Alongside a demanding career, a time-consuming volunteer position in his church, and a young family, Crowther owns three buildings in Buena Vista and is considering investing in more. When he looks at the town, he sees the convergence of the local government’s commitment to improving the economy and work with businesses, the growth of the university, and the apparent growth of retail and other businesses. For him, it’s obvious: this is an exciting time for the city.

“Anybody paying attention to BV can see that there’s potential here,” he said.

On the surface, that outlook seems to clash with the numbers. Unemployment dropped from 2010 to 2016, but household and per capita income steadily went down with it during the same period. However, both income measurements rose slightly from 2015 to 2016. It’s not clear whether that signals a turnaound, a plateau, or a pause in the downward trend.

It’s possible that Buena Vista’s economy is only a step behind Southern Virginia’s rebound. The available data, most of which stops in 2016, lags behind some important developments. Two weeks before Judge Moon declared the golf course debt a moral obligation in early February, Buena Vista was hit with electrifying news: a Roanoke developer, together with students in his real estate development class at Washington & Lee’s law school, announced a project to develop around a dozen downtown properties.

“It’s an amazing little city that’s wildly wealthy in natural resources and community spirit,” Walker told one news source in reference to the investment. “I think of it as a home town, I think of it as a school town, and as an outdoor adventure town.”

The total cost of the purchases came out at just over $1 million, and the group is expected to invest $5 million in renovations, according to WVFT. But based on what Walker and others around him are saying, the project is almost as much about building on Buena Vista’s culture and strengthening its community as it is about making a profit.

“What’s most interesting is to try to gently enter a community and listen to what they’re interested in. I think to explore the public history of a municipality is wildly interesting. To find out what the music tradition is, for example, then try to build some of that into programming,” Walker told WVTF.

The owners of 2047 Magnolia Ave., known as “Camelot,” conducted a children’s theater program before selling to an LLC under Walker’s address. Courtesy of Sarah Foster

The project looks particularly promising because of Walker’s track record. In 2002 he began buying and renovating properties in downtown Roanoke, and which played a key role in transforming a near-abandoned sector of the city into an urban center of housing, dining, live music and art. 10 years after he started, he was featured in the New York Times for his impact.

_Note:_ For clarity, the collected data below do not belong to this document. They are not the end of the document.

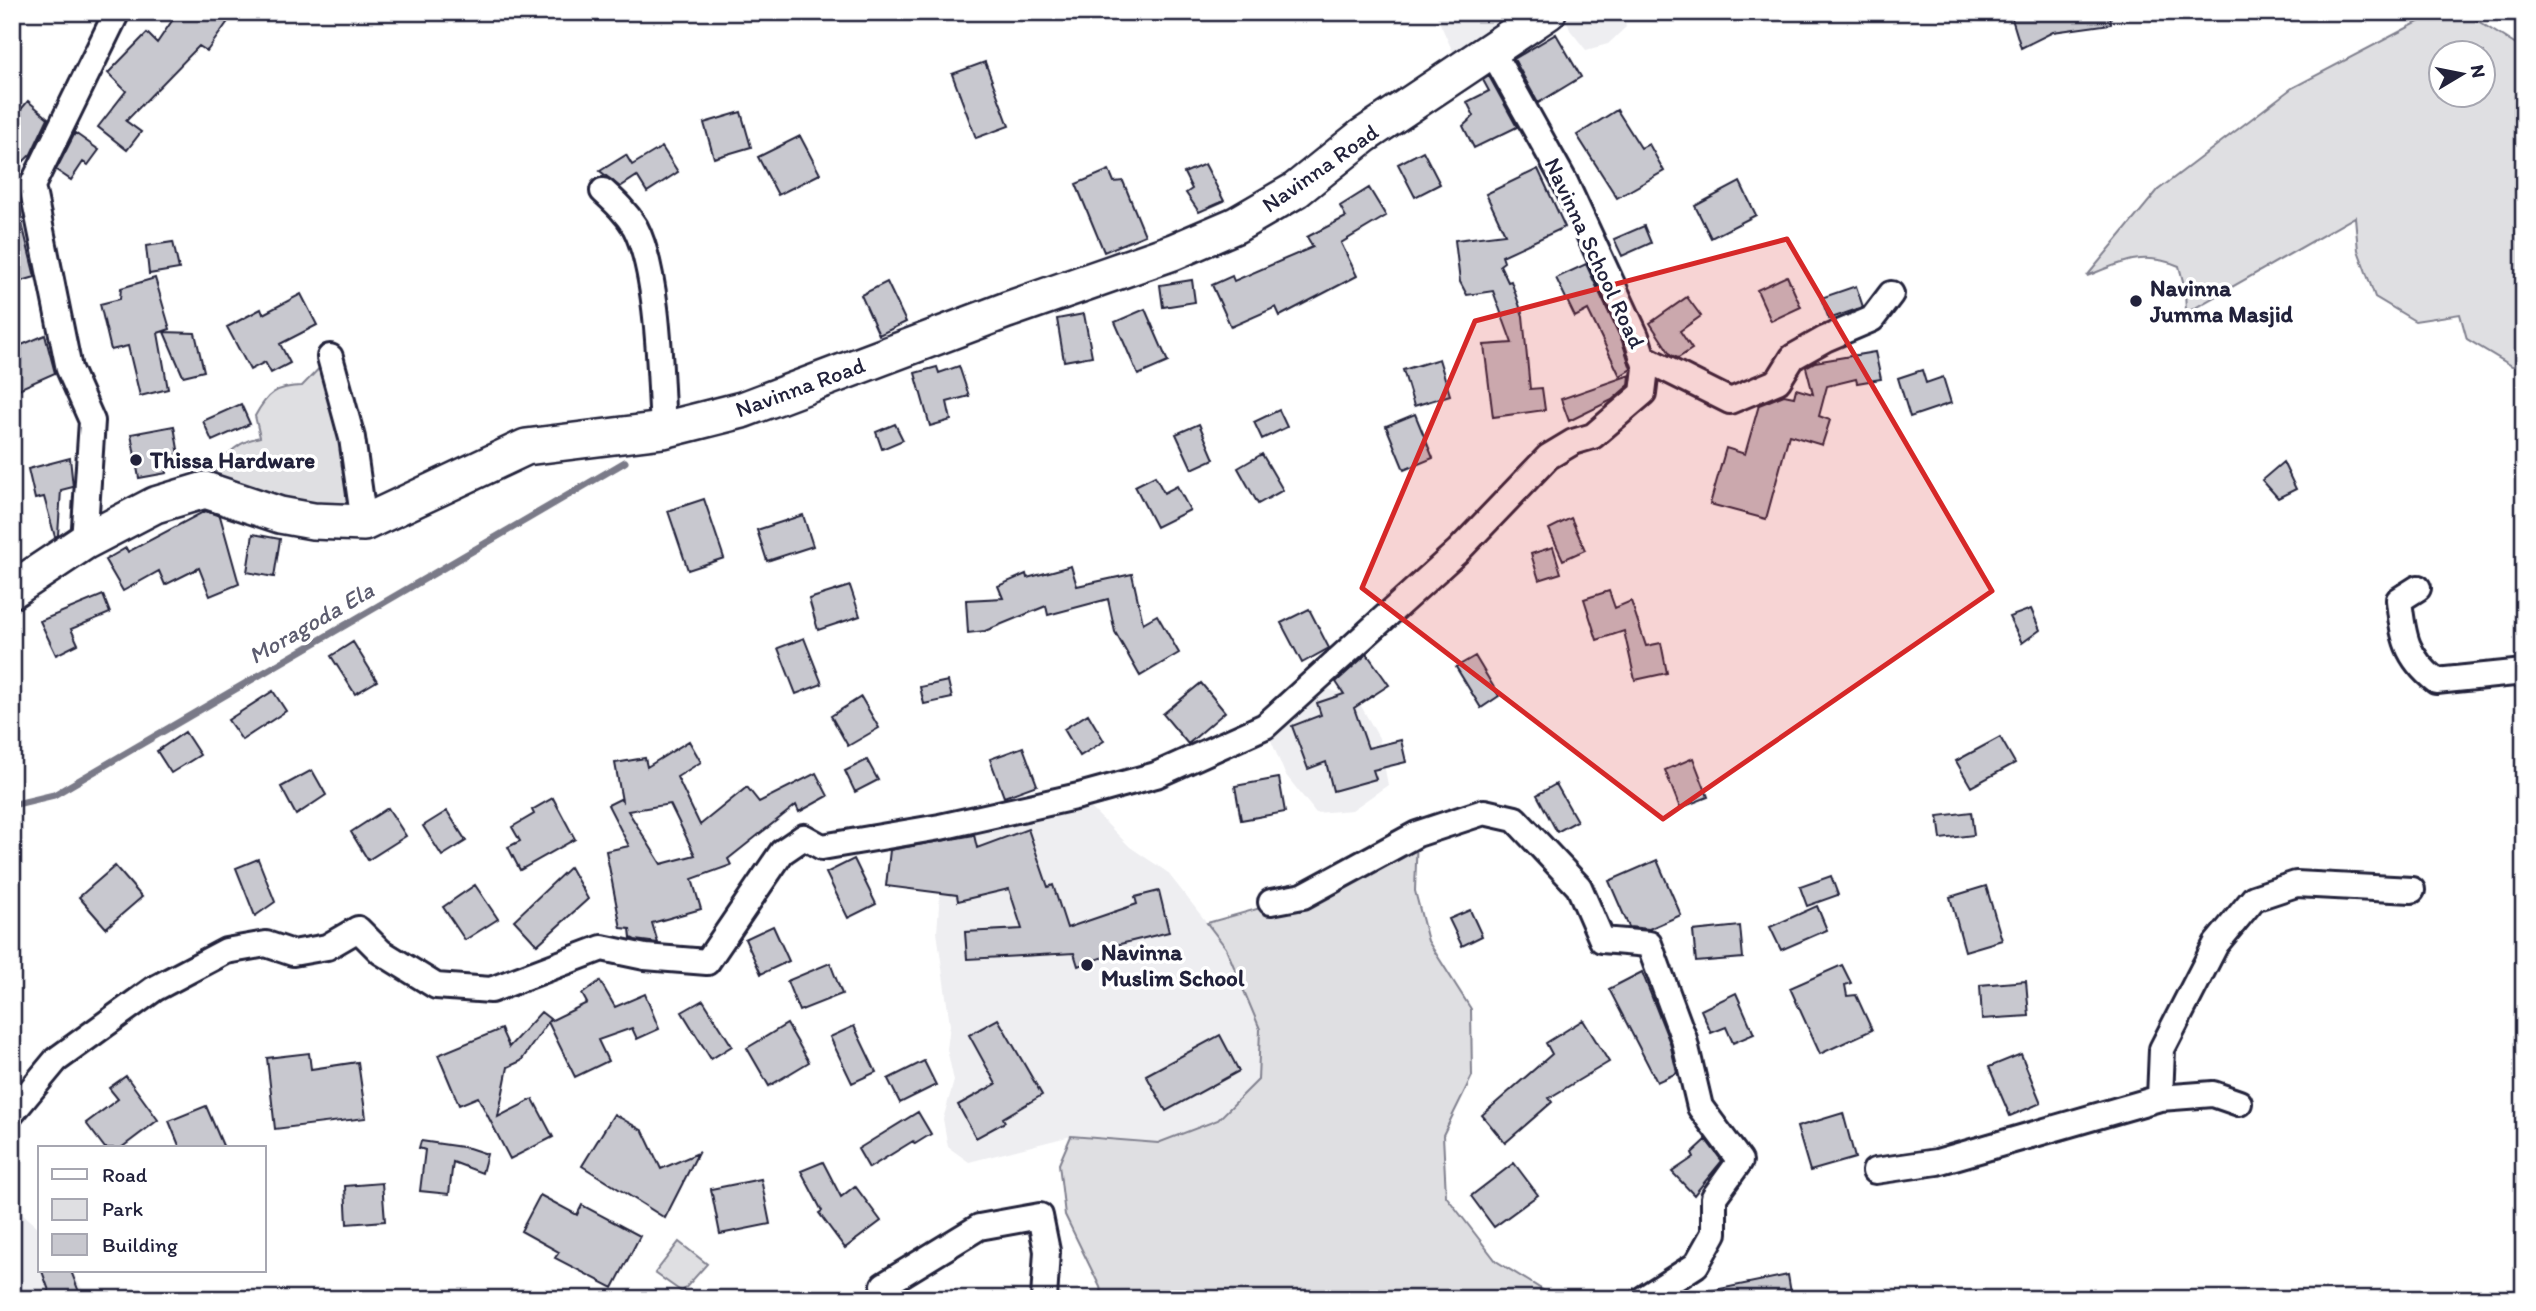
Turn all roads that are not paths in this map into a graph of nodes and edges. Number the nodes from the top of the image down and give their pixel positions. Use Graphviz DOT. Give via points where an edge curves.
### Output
graph roads {
  1 [pos="117,12"];
  2 [pos="1540,15"];
  3 [pos="1488,53"];
  4 [pos="603,191"];
  5 [pos="1891,294"];
  6 [pos="330,356"];
  7 [pos="1642,357"];
  8 [pos="663,430"];
  9 [pos="364,523"];
  10 [pos="84,542"];
  11 [pos="2418,588"];
  12 [pos="12,590"];
  13 [pos="2524,672"];
  14 [pos="2412,890"];
  15 [pos="1271,902"];
  16 [pos="2160,1098"];
  17 [pos="2239,1103"];
  18 [pos="12,1113"];
  19 [pos="1875,1171"];
  20 [pos="884,1285"];
  21 [pos="1044,1299"];
  22 [pos="1643,1299"];
  1 -- 10 [label="street" via="32,186 69,369 92,421"];
  2 -- 3 [label="street, Navinna Road"];
  3 -- 7 [label="street, Navinna School Road" via="1498,62 1565,182"];
  3 -- 8 [label="street, Navinna Road" via="1363,136 1296,190 1236,225 742,410"];
  4 -- 8 [label="street" via="636,229 652,287"];
  5 -- 7 [label="street" via="1872,319 1793,357 1778,381 1730,401"];
  6 -- 9 [label="street" via="352,438"];
  7 -- 18 [label="street, Navinna School Road" via="1646,368 1643,393 1593,436 1548,457 1458,551 1277,718 1156,775 940,827 822,847 804,837 782,852 707,962 602,948 491,990 436,986 381,952 358,929 327,947 293,953 266,944 226,951 154,989 56,1060"];
  8 -- 9 [label="street, Navinna Road" via="526,447"];
  9 -- 10 [label="street, Navinna Road" via="280,515 205,490 155,505"];
  10 -- 12 [label="street, Navinna Road"];
  11 -- 13 [label="street" via="2399,600 2403,633 2415,664 2436,681"];
  14 -- 16 [label="street" via="2296,884 2255,898 2216,944 2162,1049"];
  15 -- 22 [label="street" via="1303,896 1428,830 1484,812 1515,819 1578,887 1602,940 1649,944 1684,1039 1700,1107 1741,1161 1714,1198 1714,1233 1696,1265"];
  16 -- 17 [label="street" via="2213,1094"];
  16 -- 19 [label="street" via="1937,1162"];
  20 -- 21 [label="street" via="979,1227 1040,1216 1047,1251"];
}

Walker’s announcement wasn’t unexpected, Jay Scudder told WDBJ7— cultivating a relationship with the developer was part of the city’s efforts in recent years to bring more business and customers downtown.

Cameron Crowther, who is familiar with the project, emphasized that Walker and his group aren’t the only ones bringing in business.

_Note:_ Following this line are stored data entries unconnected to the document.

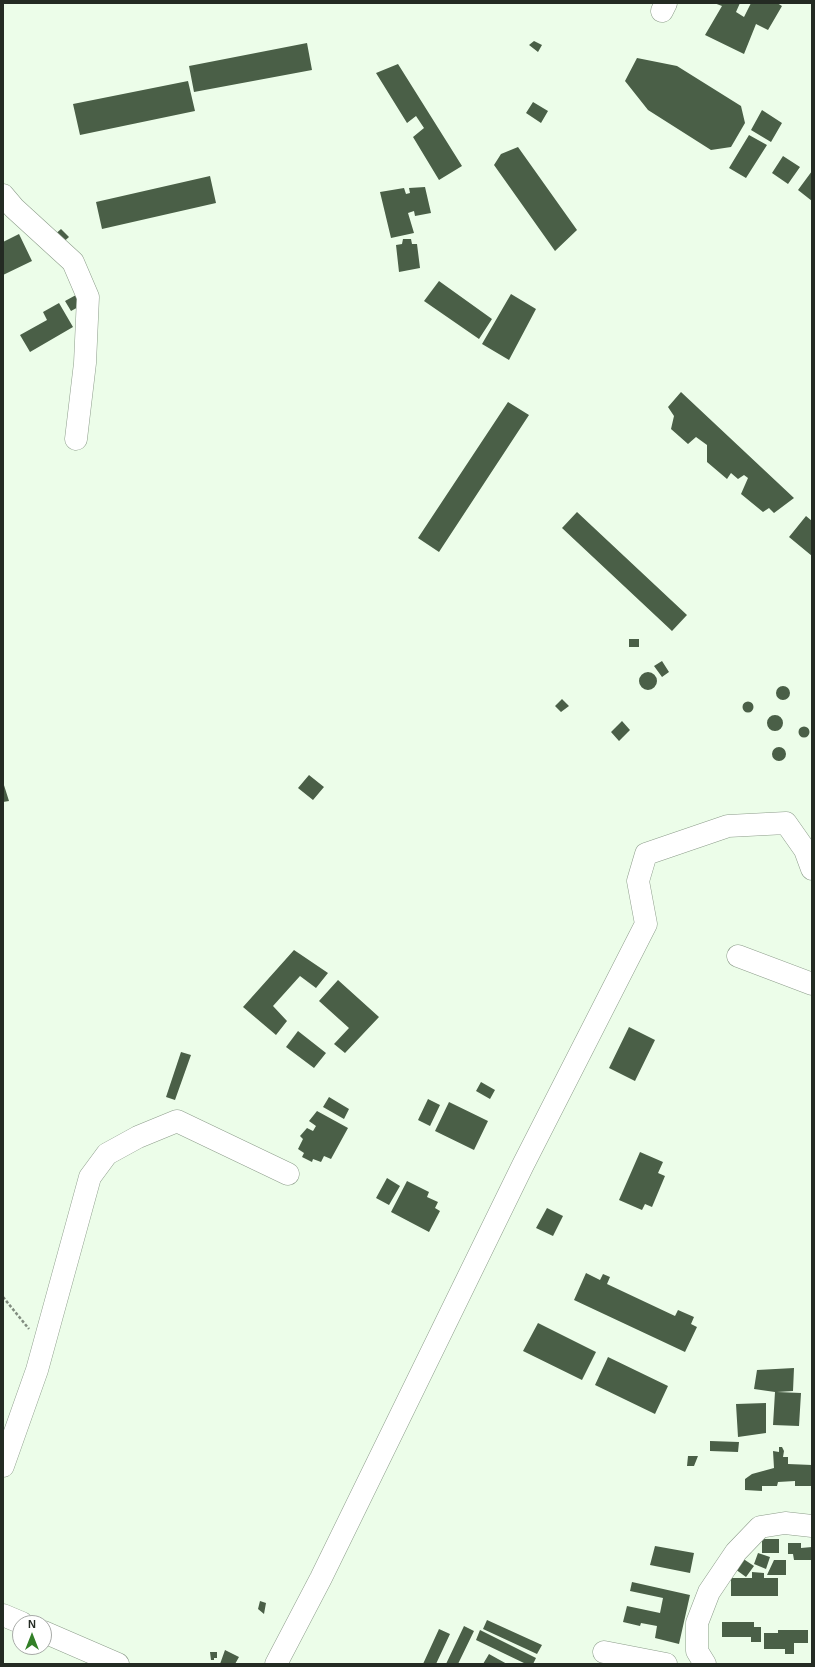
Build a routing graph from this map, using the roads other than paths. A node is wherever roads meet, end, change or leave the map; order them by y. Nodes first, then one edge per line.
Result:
1 (3, 195) edge
2 (76, 439) dead end
3 (812, 869) edge
4 (738, 956) dead end
5 (812, 984) edge
6 (288, 1174) dead end
7 (3, 1466) edge
8 (812, 1526) edge
9 (52, 1635) edge
10 (604, 1652) dead end
11 (118, 1664) edge
12 (276, 1664) edge
13 (666, 1664) edge
14 (706, 1664) edge

1 - 2 street
3 - 12 street
4 - 5 street
6 - 7 street
8 - 14 street
9 - 11 street
10 - 13 street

“There’s a lot of people investing in this area. Ed’s the largest, but there are a lot of developers buying homes quietly. There are a lot of buildings changing hands quietly. There’s more than a few people involved in this effort. And that is encouraging,” he said.

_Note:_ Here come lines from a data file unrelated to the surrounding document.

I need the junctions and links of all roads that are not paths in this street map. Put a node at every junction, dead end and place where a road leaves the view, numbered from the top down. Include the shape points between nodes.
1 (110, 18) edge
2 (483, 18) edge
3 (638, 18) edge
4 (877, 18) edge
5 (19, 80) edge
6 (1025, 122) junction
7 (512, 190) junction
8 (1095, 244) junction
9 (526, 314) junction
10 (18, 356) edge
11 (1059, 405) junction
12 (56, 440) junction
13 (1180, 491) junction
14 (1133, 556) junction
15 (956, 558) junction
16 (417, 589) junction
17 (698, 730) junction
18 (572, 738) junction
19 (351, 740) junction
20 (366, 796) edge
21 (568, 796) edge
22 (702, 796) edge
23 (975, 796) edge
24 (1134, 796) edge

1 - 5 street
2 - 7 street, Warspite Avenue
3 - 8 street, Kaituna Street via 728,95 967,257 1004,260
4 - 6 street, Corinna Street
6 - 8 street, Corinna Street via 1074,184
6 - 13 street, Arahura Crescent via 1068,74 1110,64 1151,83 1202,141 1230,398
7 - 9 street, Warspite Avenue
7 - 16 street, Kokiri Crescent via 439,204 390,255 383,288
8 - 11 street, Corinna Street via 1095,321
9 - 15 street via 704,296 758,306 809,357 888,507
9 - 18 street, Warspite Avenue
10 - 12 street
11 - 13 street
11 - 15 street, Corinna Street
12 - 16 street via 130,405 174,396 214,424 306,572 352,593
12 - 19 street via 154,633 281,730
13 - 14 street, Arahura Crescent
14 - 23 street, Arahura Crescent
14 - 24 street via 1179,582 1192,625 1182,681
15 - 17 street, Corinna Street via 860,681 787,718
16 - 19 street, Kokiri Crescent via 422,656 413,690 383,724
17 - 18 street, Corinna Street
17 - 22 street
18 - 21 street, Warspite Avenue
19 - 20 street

Local attorney and city council member Steve Baldridge told the same story. His firm, Jones & Baldridge, has handled an increasing number of real estate transactions every year since 2015.

Walker seems to have both joined and further propelled the rising tide of investors, though. Rachel Moore said she fields calls weekly from both locals and outsiders interested in doing business in Buena Vista.

“I’ve really seen a change in energy from what was described before with Ed Walker’s announcement. People seem excited to try things and at least check us out,” she said.